Reading the latest post from Mencius Moldbug, I made a connection between yesterday's post on education and his use of the Tragedy of the Commons.
The example used in Moldbug's post is the fisheries. When one person/company/organization/caretaker owns the fish, they will protect them and only extract the "interest". They will maintain a relatively stable population of fish and only take the excess. When many fisherman can take the fish, their incentive is to grab as many fish as possible, otherwise someone else will, and overfishing leads to a decline of the fisheries. Moldbug then goes on to discuss this in the context of fractured authority.
This go me thinking about the education system in America. What is the nation's greatest resource? It is the students. If all power were given to the student or their parent (guardian), their incentive would be to maximize their return. They have full ownership of the thing of value in the system—themselves. (State spending is dependent on the student. No students, no schools, no spending.) But instead of giving the student absolute authority over the spending of education money, it is fractured throughout federal government, state government, local government, teachers' unions and school boards. Thus, the one person who has the most interest in maximizing their educational return, the student, in fact has almost all authority and capital stripped from them by various parties with their own personal interests and goals, which may or may not coincide with the interests of the student.
The federal bureaucrat's mandate is to ensure education money is spent effectively. No Child Left Behind includes tests to measure student performance. They do not care if the tests really work, their job is to administer tests, and they do so. Massachusetts state government administers MCAS for the same reason, with the same effects.
Local government's strip the public of capital and redirect it in the interests of the majority of the public, which will never be closely aligned with the interests of students.

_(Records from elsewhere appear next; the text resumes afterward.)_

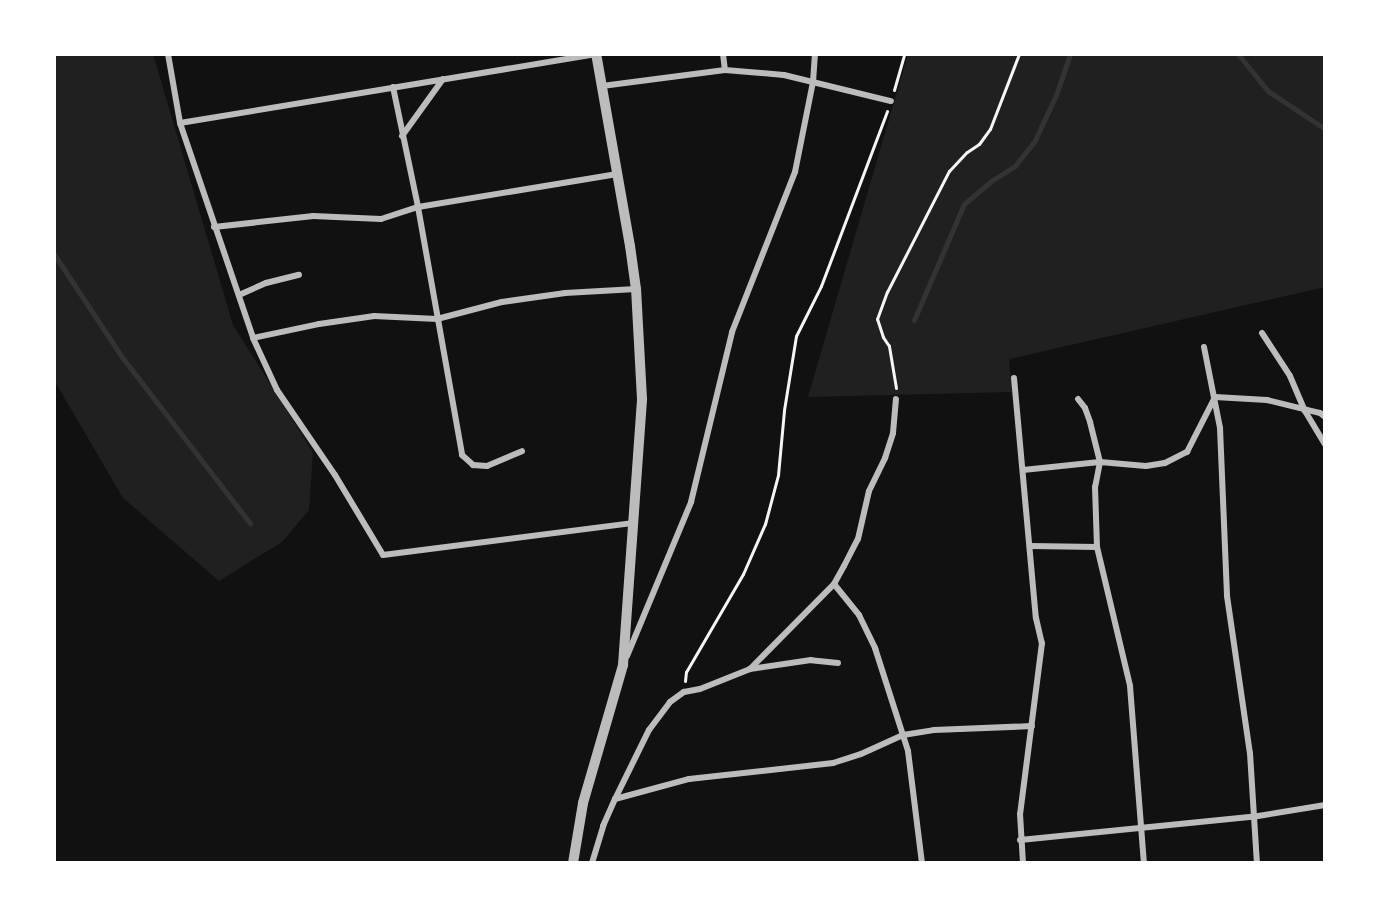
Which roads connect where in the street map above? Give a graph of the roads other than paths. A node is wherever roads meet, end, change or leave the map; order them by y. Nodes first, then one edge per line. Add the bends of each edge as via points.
1 (168, 54) edge
2 (596, 54) edge
3 (723, 54) edge
4 (815, 54) edge
5 (725, 70) junction
6 (443, 79) junction
7 (813, 82) junction
8 (602, 86) junction
9 (393, 87) junction
10 (891, 101) road end
11 (180, 123) junction
12 (402, 136) junction
13 (617, 174) junction
14 (418, 207) junction
15 (214, 227) junction
16 (299, 275) dead end
17 (636, 289) junction
18 (239, 295) junction
19 (437, 320) junction
20 (1262, 333) dead end
21 (253, 338) junction
22 (1204, 347) dead end
23 (1014, 378) dead end
24 (1215, 396) junction
25 (896, 399) road end
26 (1078, 399) dead end
27 (1305, 411) junction
28 (1325, 417) edge
29 (1325, 444) edge
30 (522, 451) dead end
31 (1100, 462) junction
32 (1023, 470) junction
33 (634, 523) junction
34 (1030, 546) junction
35 (1097, 547) junction
36 (834, 584) junction
37 (838, 663) dead end
38 (623, 665) junction
39 (750, 669) junction
40 (1032, 726) junction
41 (903, 735) junction
42 (615, 799) junction
43 (1325, 805) edge
44 (1252, 817) junction
45 (1141, 829) junction
46 (1020, 840) junction
47 (573, 863) edge
48 (592, 863) edge
49 (922, 863) edge
50 (1023, 863) edge
51 (1144, 863) edge
52 (1257, 863) edge

1 - 11 street
2 - 6 street
2 - 8 street
3 - 5 street
4 - 7 street
5 - 7 street via 784,75
5 - 8 street
6 - 9 street
6 - 12 street
7 - 10 street
7 - 38 street via 795,172 732,332 692,502
8 - 13 street
9 - 11 street
9 - 12 street
11 - 15 street
12 - 14 street
13 - 14 street
13 - 17 street
14 - 15 street via 381,219 314,216
14 - 19 street
15 - 18 street
16 - 18 street
17 - 19 street via 502,302
17 - 33 street via 642,399
18 - 21 street
19 - 21 street via 374,316
19 - 30 street via 462,455 473,465 487,466
20 - 27 street via 1290,376
21 - 33 street via 277,390 383,555
22 - 24 street
23 - 32 street
24 - 27 street via 1267,400
24 - 31 street via 1187,452 1165,463 1146,466
24 - 44 street via 1220,428 1227,596 1250,753
25 - 36 street via 893,433 869,491 858,539
26 - 31 street via 1090,422
27 - 28 street
27 - 29 street
31 - 32 street
31 - 35 street via 1095,488
32 - 34 street
33 - 38 street
34 - 35 street
34 - 40 street via 1042,643
35 - 45 street via 1130,686
36 - 39 street
36 - 41 street via 858,615 875,648
37 - 39 street via 811,660
38 - 47 street via 583,803
39 - 42 street via 684,692 669,702 649,730
40 - 41 street
40 - 46 street
41 - 42 street via 833,763 689,779
41 - 49 street
42 - 48 street
43 - 44 street
44 - 45 street
44 - 52 street
45 - 46 street
45 - 51 street
46 - 50 street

School boards are there to make sure money is spent properly and to hold the educators accountable. I don't need to go far to find an example of Creation/evolution battles to show that they are not acting in the interest of the individual students. These are the battles that make headlines, consider how many pass without interest to the public, such as battles over which foreign languages to teach, or what math courses to offer.
Finally, there are the teacher's unions. Their interest is to maximize the flow of income into the school system, and then maximize the flow of said income into their members' pockets. They've done a masterful job of convincing the public that our biggest problem is underpaid teachers.
Consider the converse. Imagine a system where the student can choose among public schools. (School choice) Here, the student can outmaneuver the school boards and perhaps find a school more in tune with his educational needs.
Imagine a system where the student directs the capital. (Vouchers) The student can outmaneuver the school board, and to some extent the teachers' unions. With fractured control over spending, the union could no longer control the flow of funds at the school level (which now depends on how many students choose to attend). They can still lobby for more funding at the government level, and there's still the ultimate control of government on how the money is spent.
Now imagine a system where the student owns the capital. In this system, there is no authority higher than the student. Government cannot impose testing on the student (though they may try, "in the public interest") because the student does not use public funds. The student finally has the ability to maximize his return on investment (ROI). The student has the choice to attend a school, or to maintain total educational freedom in the environment of a home school. (And in light of European systems with educational choice, homeschooling would meet very strong competition from educations with an economic incentive to deliver superior returns.) With local and state government out of the picture, the teachers and boards of private schools only have control to the extent that they show a superior ability to maximize the student's ROI.
All the failures and reforms of public education fail and continue to fail because they are trying to fix a system flawed from the start. To the extent that school choice and vouchers show improvements, it is because they are closer to the ideal system of total student control. Efforts at school choice and vouchers, however, are wasted efforts. Promoting a less-bad system is to promote a bad system. If all the school choice, voucher, and home school supporters combined their efforts and promoted the best system, we would have the chance to accomplish something good.